-- Opening Marker --
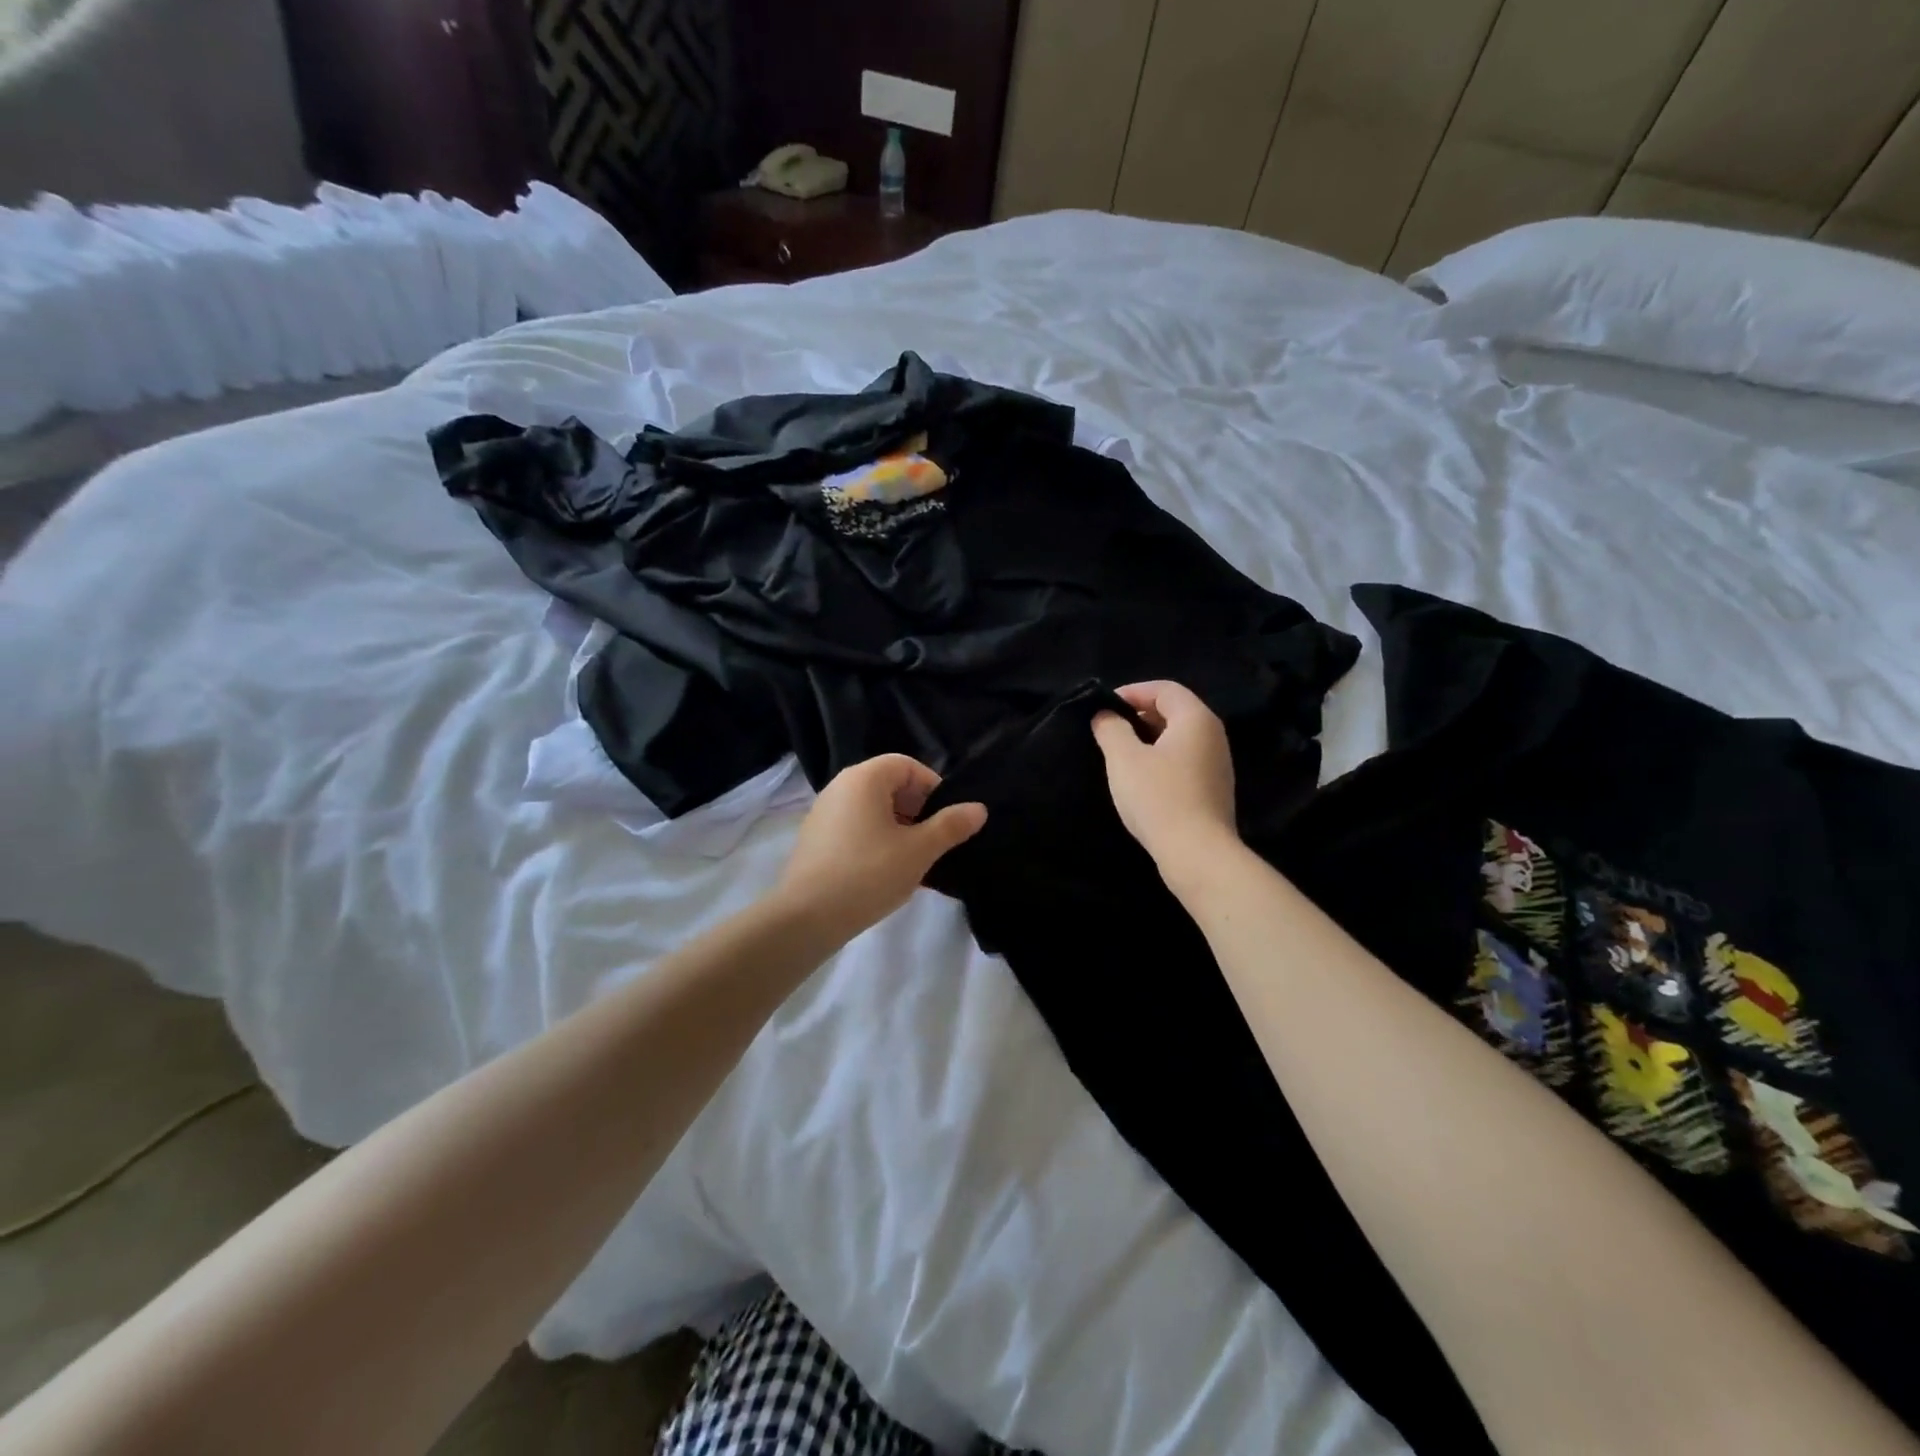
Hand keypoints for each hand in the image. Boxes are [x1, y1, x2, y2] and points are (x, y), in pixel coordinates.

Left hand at [774, 754, 986, 944]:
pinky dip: (875, 840)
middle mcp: (840, 786)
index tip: (946, 820)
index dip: (933, 788)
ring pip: (872, 809)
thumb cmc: (868, 874)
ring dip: (898, 828)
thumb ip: (950, 826)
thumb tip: (979, 809)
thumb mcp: (919, 851)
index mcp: (864, 778)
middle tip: (932, 842)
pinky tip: (884, 873)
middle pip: (889, 785)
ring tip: (912, 861)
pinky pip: (854, 827)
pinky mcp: (815, 838)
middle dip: (917, 809)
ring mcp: (823, 812)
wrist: (806, 917)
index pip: (907, 766)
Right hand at [1091, 681, 1239, 872]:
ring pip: (1180, 737)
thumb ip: (1111, 729)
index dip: (1133, 691)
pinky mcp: (1214, 789)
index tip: (1104, 706)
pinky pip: (1185, 760)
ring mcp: (1218, 764)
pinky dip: (1162, 759)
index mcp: (1196, 719)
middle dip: (1140, 714)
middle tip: (1110, 728)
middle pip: (1175, 710)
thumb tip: (1106, 715)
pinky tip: (1141, 779)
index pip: (1165, 689)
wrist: (1197, 853)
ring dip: (1150, 738)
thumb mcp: (1124, 758)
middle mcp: (1213, 735)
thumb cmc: (1158, 797)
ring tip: (1121, 753)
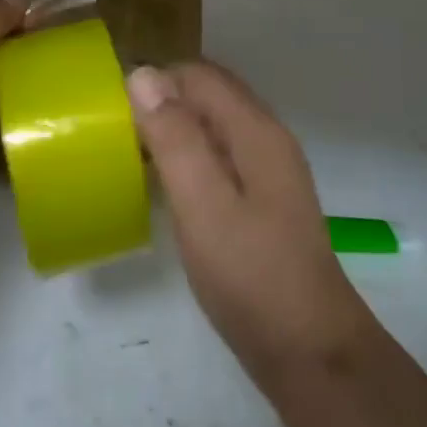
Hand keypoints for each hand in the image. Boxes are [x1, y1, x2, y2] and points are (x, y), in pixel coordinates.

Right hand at [128, 62, 372, 383]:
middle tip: (120, 131)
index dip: (156, 81)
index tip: (115, 109)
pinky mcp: (264, 200)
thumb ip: (175, 138)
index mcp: (256, 130)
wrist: (311, 352)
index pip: (200, 76)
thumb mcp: (203, 204)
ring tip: (134, 154)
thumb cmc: (251, 275)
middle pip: (210, 94)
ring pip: (215, 125)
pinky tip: (168, 185)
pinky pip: (221, 154)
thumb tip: (143, 74)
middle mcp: (267, 138)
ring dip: (176, 128)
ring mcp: (270, 170)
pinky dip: (191, 155)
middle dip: (164, 100)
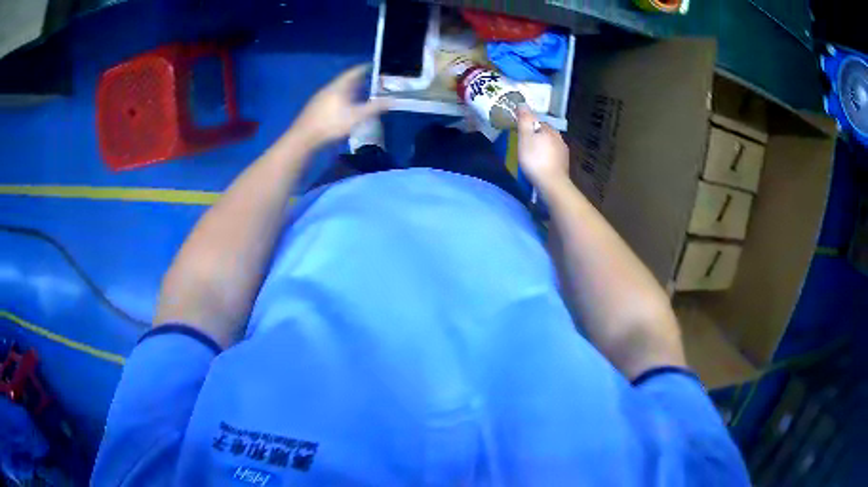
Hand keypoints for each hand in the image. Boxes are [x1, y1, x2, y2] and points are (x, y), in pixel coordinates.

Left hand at [293, 65, 389, 145]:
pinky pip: (332, 97)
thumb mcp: (357, 116)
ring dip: (350, 90)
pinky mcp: (315, 107)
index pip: (355, 71)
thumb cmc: (332, 124)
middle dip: (360, 80)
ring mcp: (320, 97)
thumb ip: (375, 108)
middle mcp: (329, 87)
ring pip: (339, 89)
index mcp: (340, 85)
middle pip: (346, 80)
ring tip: (361, 94)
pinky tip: (345, 107)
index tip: (376, 66)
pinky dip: (342, 98)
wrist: (304, 137)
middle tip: (372, 81)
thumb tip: (393, 100)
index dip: (366, 67)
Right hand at [517, 106, 569, 191]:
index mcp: (550, 130)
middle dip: (536, 137)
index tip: (520, 133)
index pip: (538, 122)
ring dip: (542, 148)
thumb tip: (522, 103)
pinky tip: (541, 164)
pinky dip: (547, 157)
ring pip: (550, 145)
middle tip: (524, 145)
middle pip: (545, 133)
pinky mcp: (564, 165)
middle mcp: (559, 138)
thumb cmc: (535, 159)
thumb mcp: (525, 137)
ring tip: (532, 156)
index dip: (528, 126)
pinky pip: (553, 156)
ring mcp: (563, 152)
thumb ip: (525, 120)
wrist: (551, 183)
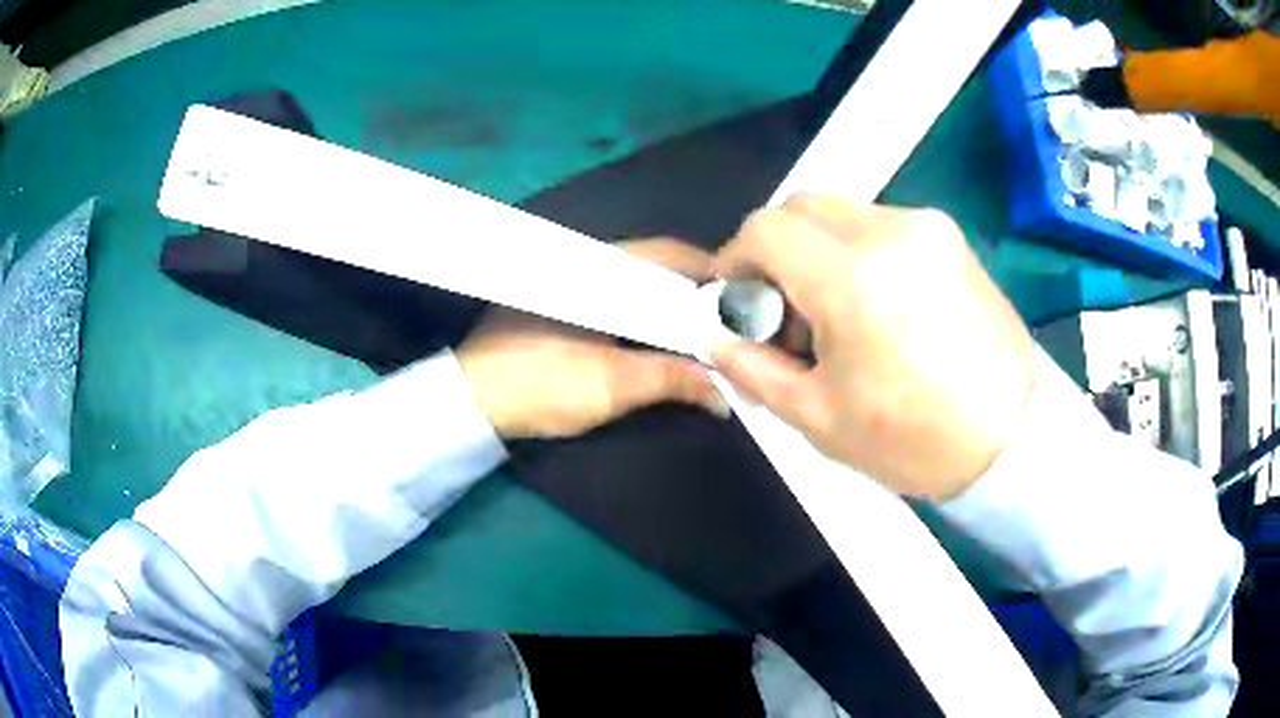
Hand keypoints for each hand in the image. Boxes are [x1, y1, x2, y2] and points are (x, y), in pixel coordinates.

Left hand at [457, 239, 726, 439]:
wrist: (470, 402)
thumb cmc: (541, 384)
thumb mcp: (612, 385)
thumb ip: (673, 380)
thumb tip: (724, 395)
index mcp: (596, 266)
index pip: (667, 254)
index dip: (708, 272)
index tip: (741, 297)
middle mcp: (581, 261)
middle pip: (651, 266)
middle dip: (690, 291)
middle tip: (726, 320)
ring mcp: (564, 280)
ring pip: (630, 281)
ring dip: (663, 302)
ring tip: (697, 329)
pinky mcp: (552, 301)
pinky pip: (609, 295)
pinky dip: (636, 311)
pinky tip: (652, 334)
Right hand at [711, 194, 1034, 500]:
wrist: (1011, 438)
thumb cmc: (913, 441)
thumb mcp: (818, 417)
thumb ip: (753, 367)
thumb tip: (715, 335)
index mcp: (852, 278)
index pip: (765, 229)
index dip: (735, 258)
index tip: (737, 296)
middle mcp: (890, 232)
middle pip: (802, 207)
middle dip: (777, 249)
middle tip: (786, 308)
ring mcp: (927, 228)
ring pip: (843, 214)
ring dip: (820, 251)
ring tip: (837, 313)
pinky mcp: (951, 237)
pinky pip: (883, 226)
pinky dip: (860, 252)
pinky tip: (878, 305)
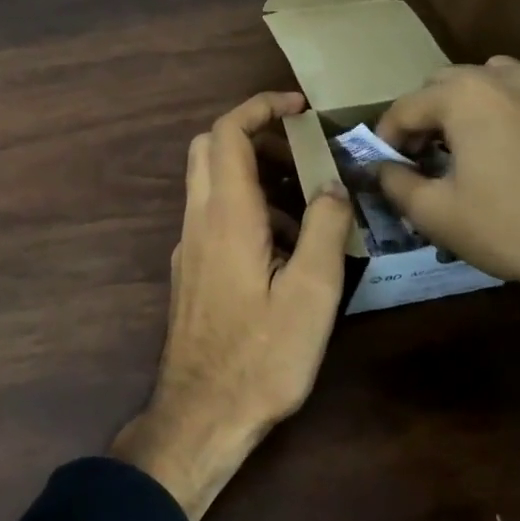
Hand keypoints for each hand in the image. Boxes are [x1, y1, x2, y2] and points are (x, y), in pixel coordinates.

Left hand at [111, 92, 353, 520]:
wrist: (202, 413)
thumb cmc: (261, 357)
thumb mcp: (311, 294)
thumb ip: (323, 230)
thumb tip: (332, 186)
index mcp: (226, 216)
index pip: (228, 133)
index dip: (260, 107)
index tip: (300, 106)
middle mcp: (198, 221)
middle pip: (209, 148)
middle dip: (254, 134)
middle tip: (302, 150)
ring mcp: (187, 246)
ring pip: (209, 183)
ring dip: (252, 174)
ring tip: (306, 203)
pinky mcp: (189, 271)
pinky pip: (213, 216)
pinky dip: (245, 207)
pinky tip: (283, 247)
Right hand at [374, 58, 519, 333]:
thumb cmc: (510, 227)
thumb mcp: (435, 214)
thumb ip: (395, 183)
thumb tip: (380, 169)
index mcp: (465, 95)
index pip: (405, 106)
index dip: (385, 137)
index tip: (383, 166)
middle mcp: (507, 79)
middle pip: (447, 83)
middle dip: (425, 115)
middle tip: (420, 156)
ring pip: (493, 81)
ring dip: (468, 106)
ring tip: (466, 146)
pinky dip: (509, 116)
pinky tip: (513, 156)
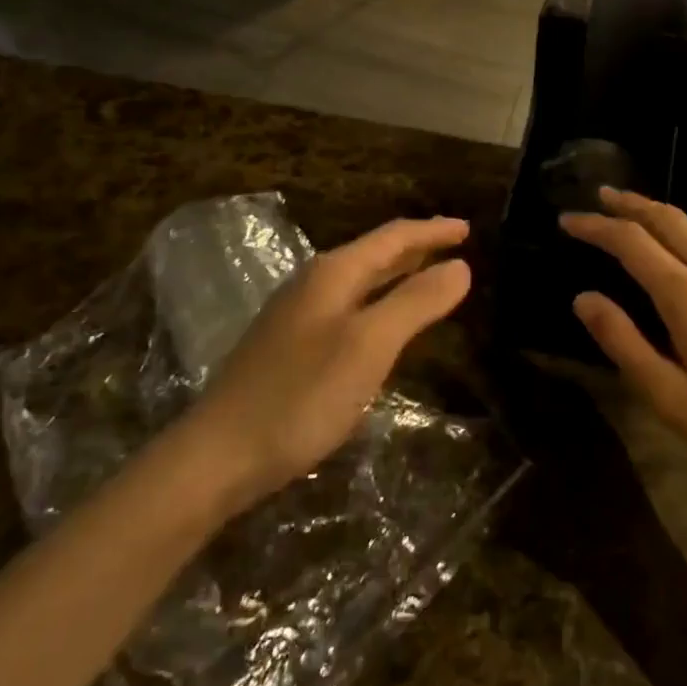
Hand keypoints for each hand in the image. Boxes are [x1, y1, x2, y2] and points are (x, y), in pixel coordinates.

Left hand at [186, 216, 472, 510]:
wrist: (218, 456)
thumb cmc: (301, 396)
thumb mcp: (368, 346)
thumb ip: (415, 303)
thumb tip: (460, 266)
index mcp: (333, 274)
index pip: (392, 238)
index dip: (432, 231)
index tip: (468, 229)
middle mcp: (313, 285)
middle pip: (374, 255)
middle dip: (416, 248)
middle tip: (454, 244)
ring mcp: (297, 317)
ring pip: (360, 282)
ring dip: (396, 275)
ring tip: (428, 274)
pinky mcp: (290, 348)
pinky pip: (348, 309)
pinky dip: (378, 303)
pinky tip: (383, 323)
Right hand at [560, 189, 686, 476]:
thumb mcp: (669, 395)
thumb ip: (624, 342)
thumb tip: (583, 298)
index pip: (632, 243)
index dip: (596, 227)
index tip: (566, 220)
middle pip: (668, 220)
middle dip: (631, 203)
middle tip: (600, 195)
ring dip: (659, 213)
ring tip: (632, 212)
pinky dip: (682, 232)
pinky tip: (678, 249)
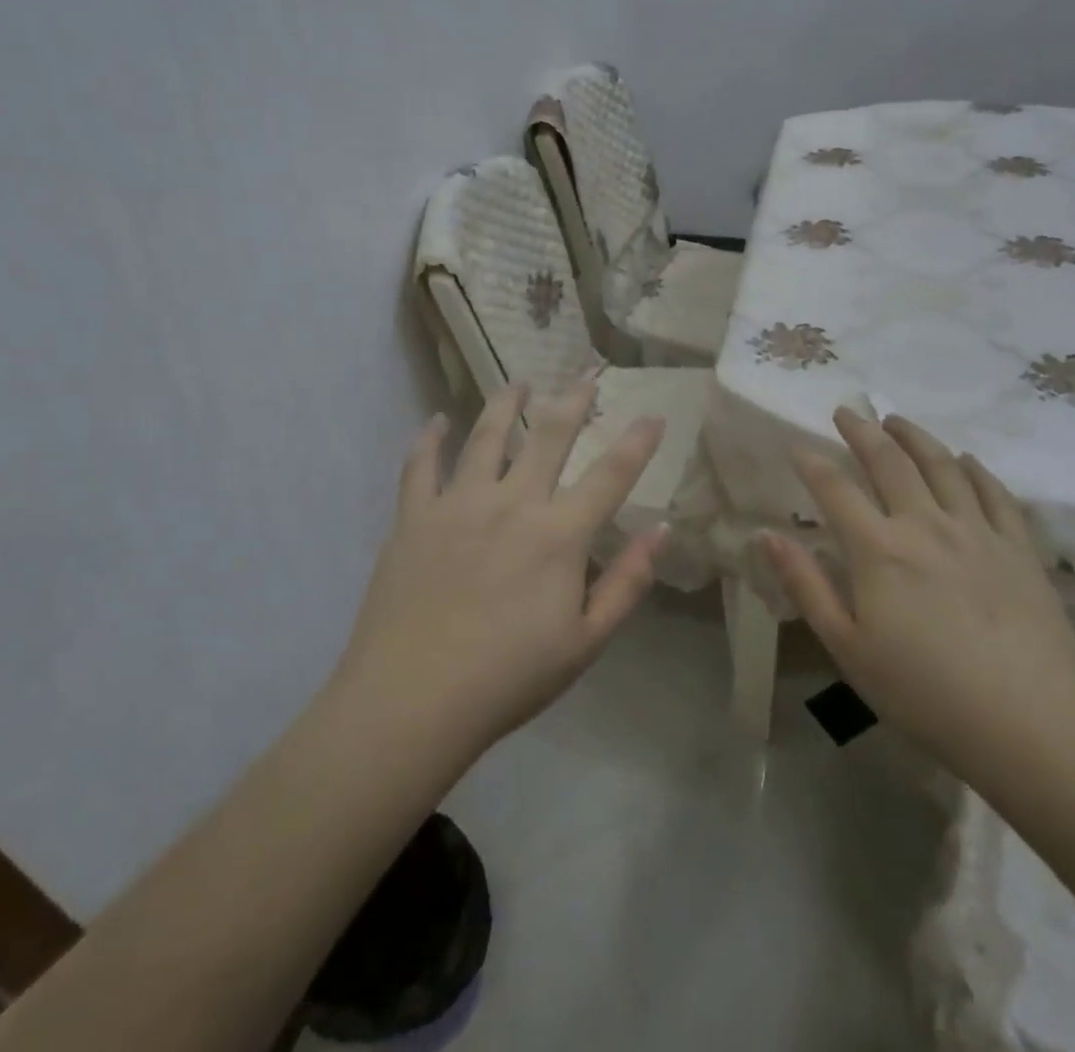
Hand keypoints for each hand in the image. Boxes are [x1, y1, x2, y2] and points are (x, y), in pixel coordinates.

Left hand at [333, 381, 666, 754]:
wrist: (412, 700)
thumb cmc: (508, 678)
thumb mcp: (585, 643)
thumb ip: (627, 584)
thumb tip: (661, 531)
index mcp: (558, 535)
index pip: (610, 475)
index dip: (637, 442)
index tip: (654, 413)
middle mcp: (512, 503)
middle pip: (549, 436)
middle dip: (573, 400)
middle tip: (586, 375)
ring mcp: (458, 504)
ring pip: (486, 435)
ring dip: (506, 403)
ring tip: (519, 383)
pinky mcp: (415, 516)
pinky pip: (421, 465)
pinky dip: (429, 438)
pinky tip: (435, 420)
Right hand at [763, 408, 1074, 790]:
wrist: (1032, 727)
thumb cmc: (926, 694)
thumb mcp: (848, 647)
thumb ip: (805, 585)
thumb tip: (766, 536)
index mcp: (879, 550)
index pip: (835, 489)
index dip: (811, 462)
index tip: (797, 446)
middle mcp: (925, 525)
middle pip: (889, 462)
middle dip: (862, 430)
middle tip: (847, 410)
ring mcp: (977, 532)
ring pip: (942, 465)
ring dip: (915, 437)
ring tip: (897, 420)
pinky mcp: (1019, 549)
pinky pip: (995, 493)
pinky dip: (975, 469)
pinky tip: (965, 459)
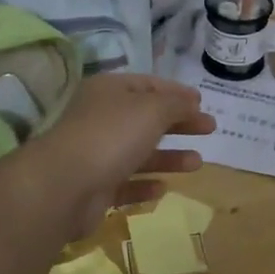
-- Closing Marker --
*Instructions to follow*
Set down word for word the lines from the opening of the entries above through the line that contains "ring tip: (912, 861)", and omit every picture.

*Solution*
Hand keypoints for each hand in the image. Boxes are [x1, y1, x2, y2] and points are (x, y), in pixel coordinates.

Left hand at [774, 754, 986, 944]:
pinky dip: (875, 840)
middle mcp: (840, 786)
index tip: (946, 820)
index dip: (933, 788)
ring pip: (872, 809)
thumb cmc: (868, 874)
ring dip: (898, 828)
thumb ip: (950, 826)
thumb tip: (979, 809)
thumb mcp: (919, 851)
index mcp: (864, 778)
middle tip: (932, 842)
pinky tip: (884, 873)
middle pip: (889, 785)
ring tip: (912, 861)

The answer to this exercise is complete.